8. My internal experience and feelings of thought processes are now way more nonverbal, whereas pre-acid I used to be full of ‘words.’ I feel silenced, but not any less quiet.

9. The mental processes I take to explain my own behaviors to myself have shifted drastically – particularly ones surrounding the sense of agency. I rarely use mental movements around ‘sense of agency’ anymore. It’s like a word that’s dropped out of my internal vocabulary.
For example, in point 6 I mention ‘shifts in belief’, and the phrasing implies it ‘happened to me’ – doing LSD rearranged my beliefs. The glass box analogy also supports this – that I am clothed in ideas I did not choose to wear. But I equally could have phrased it as though I did all the choosing – “Doing acid helped me realize x, and I came to conclude z” – and it would still be true.
Whether or not “I did something” or “it was done to me” is no longer a relevant question, internally. I find no important distinction between the two.

10. Existential masochism. The sense of pleasure and pain – in a mental sense – have been seriously churned together. It’s not that pain is any less painful, or that pleasure is any less pleasurable (probably the opposite, really), it’s that they more often coexist, and tend to coexist at greater extremes.

11. Way easier laughter. More things delight me and I’m much quicker to giggle at things, anything. Everything is funny. I’m more easily entertained.

Overall I’m glad I did it and would do it again

12 thoughts on “Permanent Mental Effects from LSD”

  1. You self-analyze more thoroughly than I ever attempted on this. What I did notice was that I found wine more visual than beer which felt more aural.
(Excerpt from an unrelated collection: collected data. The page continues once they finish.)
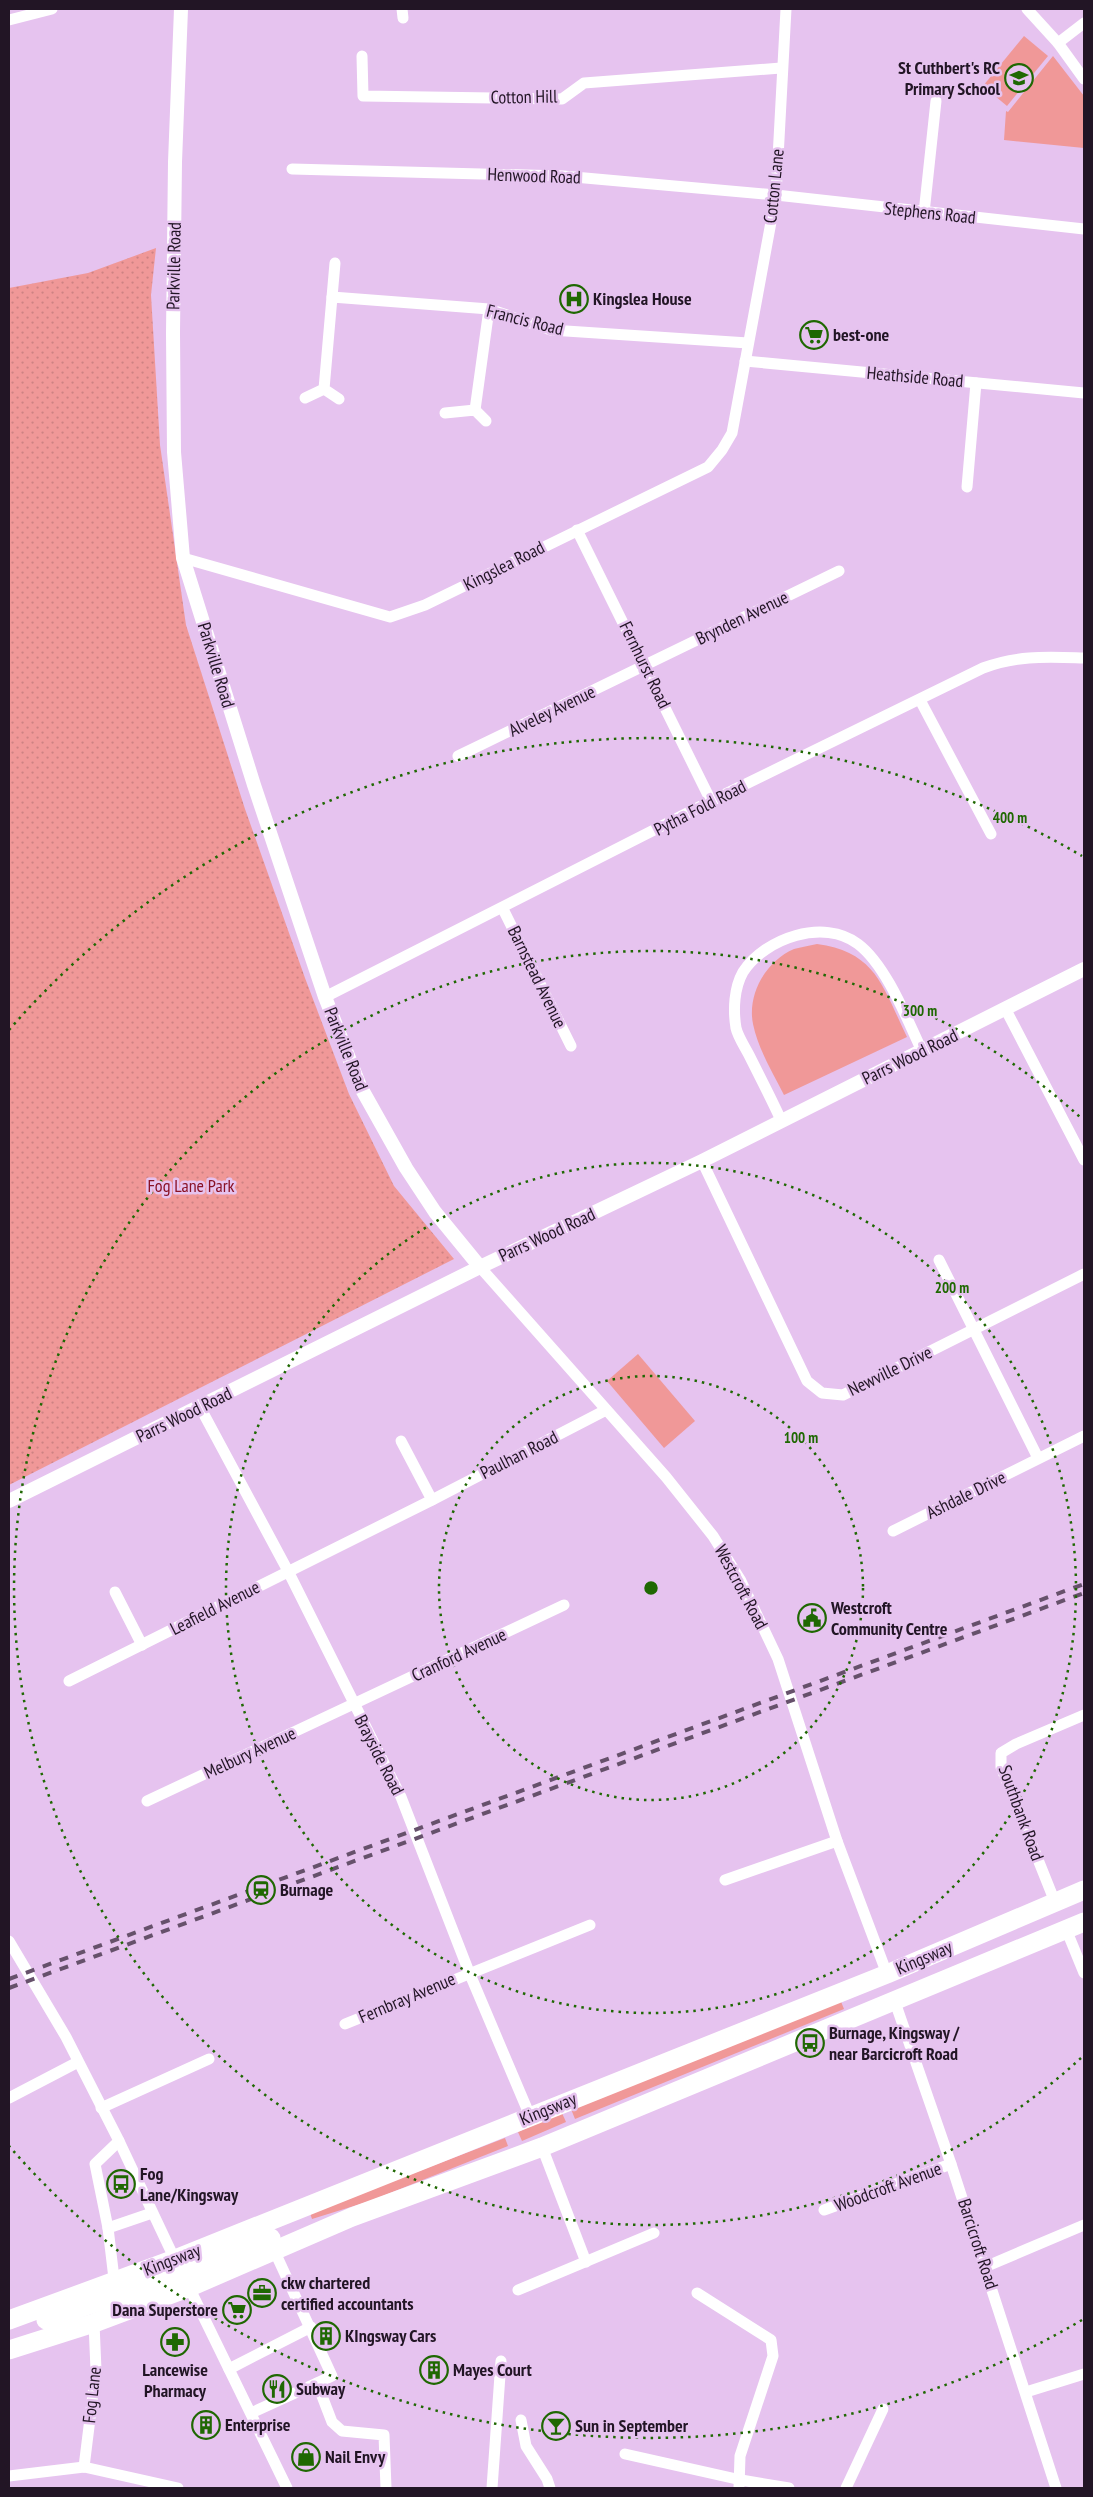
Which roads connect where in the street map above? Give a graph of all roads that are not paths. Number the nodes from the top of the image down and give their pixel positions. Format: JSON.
{"nodes":[{"id":1,"x":52,"y":9,"type":"edge"},
{"id":2,"x":180,"y":9,"type":"edge"},
{"id":3,"x":786,"y":9,"type":"edge"},
{"id":4,"x":1027,"y":9,"type":"edge"},
{"id":5,"x":9,"y":20,"type":"edge"},
{"id":6,"x":1084,"y":23,"type":"edge"},
{"id":7,"x":1058,"y":43,"type":"junction"},
{"id":8,"x":362,"y":56,"type":"dead end"},
{"id":9,"x":781,"y":68,"type":"junction"},
{"id":10,"x":1084,"y":79,"type":"edge"},
{"id":11,"x":936,"y":101,"type":"dead end"},
{"id":12,"x":292,"y":169,"type":"dead end"},
{"id":13,"x":776,"y":196,"type":"junction"},
{"id":14,"x":924,"y":213,"type":"junction"},
{"id":15,"x":1084,"y":229,"type":"edge"},
{"id":16,"x":335,"y":263,"type":"dead end"},
{"id":17,"x":332,"y":297,"type":"junction"},
{"id":18,"x":489,"y":310,"type":"junction"},
{"id":19,"x":748,"y":343,"type":"junction"},
{"id":20,"x":745,"y":361,"type":"junction"},
{"id":21,"x":976,"y":383,"type":"junction"},
{"id":22,"x":324,"y":389,"type":"junction"},
{"id":23,"x":1084,"y":393,"type":"edge"},
{"id":24,"x":305,"y":398,"type":"dead end"},
{"id":25,"x":339,"y":399,"type":"dead end"},
{"id":26,"x":475,"y":410,"type":"junction"},
{"id":27,"x":445,"y":413,"type":"dead end"},
{"id":28,"x":486,"y":421,"type":"dead end"},
{"id":29,"x":967,"y":487,"type":"dead end"},
{"id":30,"x":577,"y":530,"type":"junction"},
{"id":31,"x":183,"y":558,"type":"junction"},
{"id":32,"x":839,"y":571,"type":"dead end"},
{"id":33,"x":1084,"y":658,"type":"edge"},
{"id":34,"x":646,"y":666,"type":"junction"},
{"id":35,"x":920,"y":700,"type":"junction"},
{"id":36,"x":458,"y":756,"type":"dead end"},
{"id":37,"x":711,"y":802,"type":"junction"},
{"id":38,"x":991,"y":834,"type":"dead end"},
{"id":39,"x":503,"y":909,"type":"junction"},
{"id":40,"x":1084,"y":969,"type":"edge"},
{"id":41,"x":325,"y":997,"type":"junction"},
{"id":42,"x":1006,"y":1010,"type":"junction"},
{"id":43,"x":571,"y":1046,"type":"dead end"},
{"id":44,"x":922,"y":1051,"type":"junction"},
{"id":45,"x":781,"y":1120,"type":"junction"},
{"id":46,"x":1084,"y":1160,"type":"edge"},
{"id":47,"x":702,"y":1161,"type":"junction"},
{"id":48,"x":939,"y":1260,"type":"dead end"},
{"id":49,"x":480,"y":1267,"type":"junction"},
{"id":50,"x":1084,"y":1274,"type":"edge"},
{"id":51,"x":973,"y":1330,"type":"junction"},
{"id":52,"x":200,"y":1407,"type":"junction"},
{"id":53,"x":606,"y":1410,"type":"junction"},
{"id":54,"x":1084,"y":1436,"type":"edge"},
{"id":55,"x":401,"y":1441,"type":"dead end"},
{"id":56,"x":1038,"y":1458,"type":"junction"},
{"id":57,"x":432,"y":1500,"type":"junction"},
{"id":58,"x":9,"y":1501,"type":"edge"},
{"id":59,"x":893,"y":1531,"type":"dead end"},
{"id":60,"x":288,"y":1571,"type":"junction"},
{"id":61,"x":115,"y":1592,"type":"dead end"},
{"id":62,"x":564,"y":1606,"type":"dead end"},
{"id":63,"x":142,"y":1645,"type":"junction"},
{"id":64,"x":69,"y":1681,"type":"dead end"},
{"id":65,"x":354,"y":1706,"type":"junction"},
{"id":66,"x":1084,"y":1715,"type":"edge"},
{"id":67,"x":147,"y":1800,"type":"dead end"},
{"id":68,"x":837,"y":1841,"type":"junction"},
{"id":69,"x":725,"y":1880,"type":"dead end"},
{"id":70,"x":1084,"y":1890,"type":"edge"},
{"id":71,"x":1055,"y":1902,"type":"junction"},
{"id":72,"x":1084,"y":1922,"type":"edge"},
{"id":73,"x":590,"y":1924,"type":"dead end"},
{"id":74,"x":1066,"y":1929,"type":"junction"},
{"id":75,"x":9,"y":1942,"type":"edge"},
{"id":76,"x":469,"y":1972,"type":"junction"},
{"id":77,"x":1084,"y":1973,"type":"edge"},
{"id":78,"x":887,"y":1974,"type":"junction"},
{"id":79,"x":895,"y":2002,"type":"junction"},
{"id":80,"x":345,"y":2024,"type":"dead end"},
{"id":81,"x":209,"y":2059,"type":"dead end"},
{"id":82,"x":78,"y":2062,"type":"junction"},
{"id":83,"x":9,"y":2098,"type":"edge"},
{"id":84,"x":101,"y":2108,"type":"junction"},
{"id":85,"x":530,"y":2116,"type":"junction"},
{"id":86,"x":119,"y":2141,"type":"junction"},
{"id":87,"x":542,"y":2147,"type":"junction"},
{"id":88,"x":951,"y":2164,"type":"junction"},
{"id":89,"x":824,"y":2210,"type":"dead end"},
{"id":90,"x":152,"y":2213,"type":"junction"},
{"id":91,"x":352,"y":2217,"type":"junction"},
{"id":92,"x":1084,"y":2225,"type":"edge"},
{"id":93,"x":108,"y":2228,"type":"junction"},
{"id":94,"x":654,"y":2233,"type":"dead end"},
{"id":95,"x":274,"y":2250,"type":"junction"},
{"id":96,"x":175,"y":2259,"type":"junction"},
{"id":97,"x":586,"y":2262,"type":"junction"},
{"id":98,"x":985,"y":2267,"type":"junction"},
{"id":99,"x":190,"y":2287,"type":"junction"},
{"id":100,"x":115,"y":2288,"type":"junction"},
{"id":101,"x":518,"y":2290,"type":"dead end"},
{"id":102,"x":697,"y":2292,"type":"dead end"},
{"id":103,"x":94,"y":2323,"type":"junction"},
{"id":104,"x":311,"y":2327,"type":"junction"},
{"id":105,"x":12,"y":2336,"type":"edge"},
{"id":106,"x":501,"y":2361,"type":"dead end"},
{"id":107,"x":229,"y":2369,"type":"junction"},
{"id":108,"x":1084,"y":2374,"type":"edge"},
{"id":109,"x":317,"y":2383,"type":"junction"},
{"id":110,"x":1026,"y":2392,"type":"junction"},
{"id":111,"x":883,"y":2409,"type":"dead end"},
{"id":112,"x":251,"y":2413,"type":"junction"},
{"id":113,"x":521,"y":2420,"type":"dead end"},
{"id":114,"x":625,"y":2454,"type":"dead end"},
{"id":115,"x":84,"y":2467,"type":"junction"},
{"id":116,"x":9,"y":2476,"type":"edge"},
{"id":117,"x":740,"y":2484,"type":"edge"},
{"id":118,"x":178,"y":2488,"type":"edge"},
{"id":119,"x":287,"y":2488,"type":"edge"},
{"id":120,"x":386,"y":2488,"type":"edge"},
{"id":121,"x":492,"y":2488,"type":"edge"},
{"id":122,"x":550,"y":2488,"type":"edge"},
{"id":123,"x":789,"y":2488,"type":"edge"},
{"id":124,"x":846,"y":2488,"type":"edge"},
{"id":125,"x":1056,"y":2488,"type":"edge"}],
"edges":[{"from":1,"to":5,"type":"street"},
{"from":2,"to":31,"type":"street","name":"Parkville Road"},
{"from":3,"to":9,"type":"street","name":"Cotton Lane"},
{"from":4,"to":7,"type":"street"},
{"from":6,"to":7,"type":"street"},
{"from":7,"to":10,"type":"street"},
{"from":8,"to":9,"type":"street","name":"Cotton Hill"},
{"from":9,"to":13,"type":"street","name":"Cotton Lane"},
{"from":11,"to":14,"type":"street"},
{"from":12,"to":13,"type":"street","name":"Henwood Road"},
{"from":13,"to":14,"type":"street","name":"Stephens Road"},
{"from":13,"to":19,"type":"street","name":"Cotton Lane"},
{"from":14,"to":15,"type":"street","name":"Stephens Road"},
{"from":16,"to":17,"type":"street"},
{"from":17,"to":18,"type":"street","name":"Francis Road"},
{"from":17,"to":22,"type":"street"},
{"from":18,"to":19,"type":"street","name":"Francis Road"},
{"from":18,"to":26,"type":"street"},
{"from":19,"to":20,"type":"street","name":"Cotton Lane"},
{"from":20,"to":21,"type":"street","name":"Heathside Road"},
{"from":20,"to":30,"type":"street","name":"Kingslea Road"},
{"from":21,"to":23,"type":"street","name":"Heathside Road"},
{"from":21,"to":29,"type":"street"},
{"from":22,"to":24,"type":"street"},
{"from":22,"to":25,"type":"street"},
{"from":26,"to":27,"type":"street"},
{"from":26,"to":28,"type":"street"},
{"from":30,"to":31,"type":"street","name":"Kingslea Road"},
{"from":30,"to":34,"type":"street","name":"Fernhurst Road"},
{"from":31,"to":41,"type":"street","name":"Parkville Road"},
{"from":32,"to":34,"type":"street","name":"Brynden Avenue"},
{"from":33,"to":35,"type":"street","name":"Pytha Fold Road"},
{"from":34,"to":36,"type":"street","name":"Alveley Avenue"},
{"from":34,"to":37,"type":"street","name":"Fernhurst Road"},
{"from":35,"to":37,"type":"street","name":"Pytha Fold Road"},
{"from":35,"to":38,"type":"street"},
{"from":37,"to":39,"type":"street","name":"Pytha Fold Road"},
{"from":39,"to":41,"type":"street","name":"Pytha Fold Road"},
{"from":39,"to":43,"type":"street","name":"Barnstead Avenue"},
{"from":40,"to":42,"type":"street","name":"Parrs Wood Road"},
{"from":41,"to":49,"type":"street","name":"Parkville Road"},
{"from":42,"to":44,"type":"street","name":"Parrs Wood Road"},
{"from":42,"to":46,"type":"street"},
{"from":44,"to":45,"type":"street","name":"Parrs Wood Road"},
{"from":44,"to":45,"type":"street"},
{"from":45,"to":47,"type":"street","name":"Parrs Wood Road"},
{"from":47,"to":49,"type":"street","name":"Parrs Wood Road"},
{"from":47,"to":51,"type":"street","name":"Newville Drive"},
{"from":48,"to":51,"type":"street"},
{"from":49,"to":52,"type":"street","name":"Parrs Wood Road"},
{"from":49,"to":53,"type":"street","name":"Westcroft Road"},
{"from":50,"to":51,"type":"street","name":"Newville Drive"},
{"from":51,"to":56,"type":"street"},
{"from":52,"to":58,"type":"street","name":"Parrs Wood Road"},
{"from":52,"to":60,"type":"street","name":"Brayside Road"},
{"from":53,"to":57,"type":"street","name":"Paulhan Road"},
{"from":53,"to":68,"type":"street","name":"Westcroft Road"},
{"from":54,"to":56,"type":"street","name":"Ashdale Drive"},
{"from":55,"to":57,"type":"street"},
{"from":56,"to":59,"type":"street","name":"Ashdale Drive"},
{"from":57,"to":60,"type":"street","name":"Paulhan Road"},
{"from":60,"to":63,"type":"street","name":"Leafield Avenue"},
{"from":60,"to":65,"type":"street","name":"Brayside Road"},
{"from":61,"to":63,"type":"street"},
{"from":62,"to":65,"type":"street","name":"Cranford Avenue"},
{"from":63,"to":64,"type":"street","name":"Leafield Avenue"},
{"from":65,"to":67,"type":"street","name":"Melbury Avenue"},
{"from":65,"to":76,"type":"street","name":"Brayside Road"},
{"from":66,"to":71,"type":"street","name":"Southbank Road"},
{"from":68,"to":69,"type":"street"},
{"from":68,"to":78,"type":"street","name":"Westcroft Road"},
{"from":70,"to":71,"type":"highway","name":"Kingsway"},
{"from":71,"to":78,"type":"highway","name":"Kingsway"},
{"from":72,"to":74,"type":"highway","name":"Kingsway"},
{"from":73,"to":76,"type":"street","name":"Fernbray Avenue"},
{"from":74,"to":77,"type":"street"},
{"from":74,"to":79,"type":"highway","name":"Kingsway"},
{"from":75,"to":82,"type":"street"},
{"from":76,"to":80,"type":"street","name":"Fernbray Avenue"},
{"from":76,"to":85,"type":"street","name":"Brayside Road"},
{"from":78,"to":85,"type":"highway","name":"Kingsway"},
{"from":79,"to":87,"type":"highway","name":"Kingsway"},
{"from":79,"to":88,"type":"street","name":"Barcicroft Road"},
{"from":81,"to":84,"type":"street"},
{"from":82,"to":83,"type":"street"},
{"from":82,"to":84,"type":"street"},
{"from":84,"to":86,"type":"street"},
{"from":85,"to":96,"type":"highway","name":"Kingsway"},
{"from":86,"to":90,"type":"street"},
{"from":86,"to":93,"type":"street"},
{"from":87,"to":91,"type":"highway","name":"Kingsway"},
{"from":87,"to":97,"type":"street"},
{"from":88,"to":89,"type":"street","name":"Woodcroft Avenue"},
{"from":88,"to":98,"type":"street","name":"Barcicroft Road"},
{"from":90,"to":93,"type":"street"},
{"from":90,"to":96,"type":"street"},
{"from":91,"to":95,"type":"highway","name":"Kingsway"},
{"from":91,"to":96,"type":"highway"},
{"from":92,"to":98,"type":"street"},
{"from":93,"to":100,"type":"street"},
{"from":94,"to":97,"type":"street"},
{"from":95,"to":99,"type":"highway","name":"Kingsway"},
{"from":95,"to":104,"type":"street"},
{"from":96,"to":99,"type":"street"},
{"from":96,"to":100,"type":"highway","name":"Kingsway"},
{"from":97,"to":101,"type":"street"},
{"from":98,"to":110,"type":"street","name":"Barcicroft Road"},
{"from":99,"to":100,"type":"highway"},
{"from":99,"to":103,"type":"highway","name":"Kingsway"},
{"from":99,"to":107,"type":"street"},
{"from":100,"to":105,"type":"highway","name":"Kingsway"},
{"from":102,"to":117,"type":"street"},
{"from":103,"to":105,"type":"highway","name":"Kingsway"},
{"from":103,"to":115,"type":"street","name":"Fog Lane"},
{"from":104,"to":107,"type":"street"},
{"from":104,"to":109,"type":"street"},
{"from":106,"to":121,"type":"street"},
{"from":107,"to":112,"type":"street"},
{"from":108,"to":110,"type":"street"},
{"from":109,"to":112,"type":"street"},
{"from":109,"to":120,"type":"street"},
{"from":110,"to":125,"type":"street","name":"Barcicroft Road"},
{"from":111,"to":124,"type":"street"},
{"from":112,"to":119,"type":"street"},
{"from":113,"to":122,"type":"street"},
{"from":114,"to":117,"type":"street"},
{"from":115,"to":116,"type":"street"},
{"from":115,"to":118,"type":"street"},
{"from":117,"to":123,"type":"street"}]}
For a short period walking around felt like I was looking down on myself from several feet above, but that went away fairly quickly.

    When I shut my eyes there’s not blackness but explosions of color. It’s like that at night, too.

    Acid was always incredibly intense for me. There were periods when I couldn’t walk or talk. At the same time I discovered an inner strength of will. I experienced the world as a living breathing organism which had a profound effect on me and my life. I would have been poorer without the experiences I had.

  2. I spent a number of years doing LSD and other psychedelics at high dosages and fairly high frequency (I couldn’t do it weekly but it was pretty close and lasted 2-3 years). I find your descriptions of the long term changes fascinating and it is interesting to try to align the language you use to describe them with my experiences.

    It has been most of 20 years since that time in my life and I can offer that my memory is more solid than it was around that time, that laughter and laughing at the world and myself is still easier (though not always easy). That I don’t like pain (I never did) but I am absolutely accepting of it as the cost of doing other things I want. There is a lot more but the summary is; if you keep the lessons you learned and keep working to integrate them, you’ll find the benefits continue to increase and (at least for me) the costs decrease.

    To the person who wonders why a genius would want to do psychedelics; just because you are smart doesn’t mean there is no benefit to seeing things from a different perspective/through a different set of lenses.

    I’d be happy to chat more about this if you like.

  3. If one has a genius-level IQ it would seem irrational to partake on countless mind-altering (=”brain damaging”) “stationary voyages” where the net sigma is lower brain function. Why not try eating some good cheese right before bed and then keep a record of your dreams?

    1. Where have you found the research that says the mind altering caused by LSD is equivalent to “brain damage”?

    1. Psychedelics could help point you in the right direction and get answers, and mushrooms and MDMA specifically just helped me feel better (especially MDMA, try it if you have self-esteem issues but make sure you read about it on PsychonautWiki so you don’t harm your brain)
      That being said, all of the actual help would have to come from you. Psychedelics are just tools – cutting a carrot without a knife is pretty hard but even with a knife you have to do the actual cutting.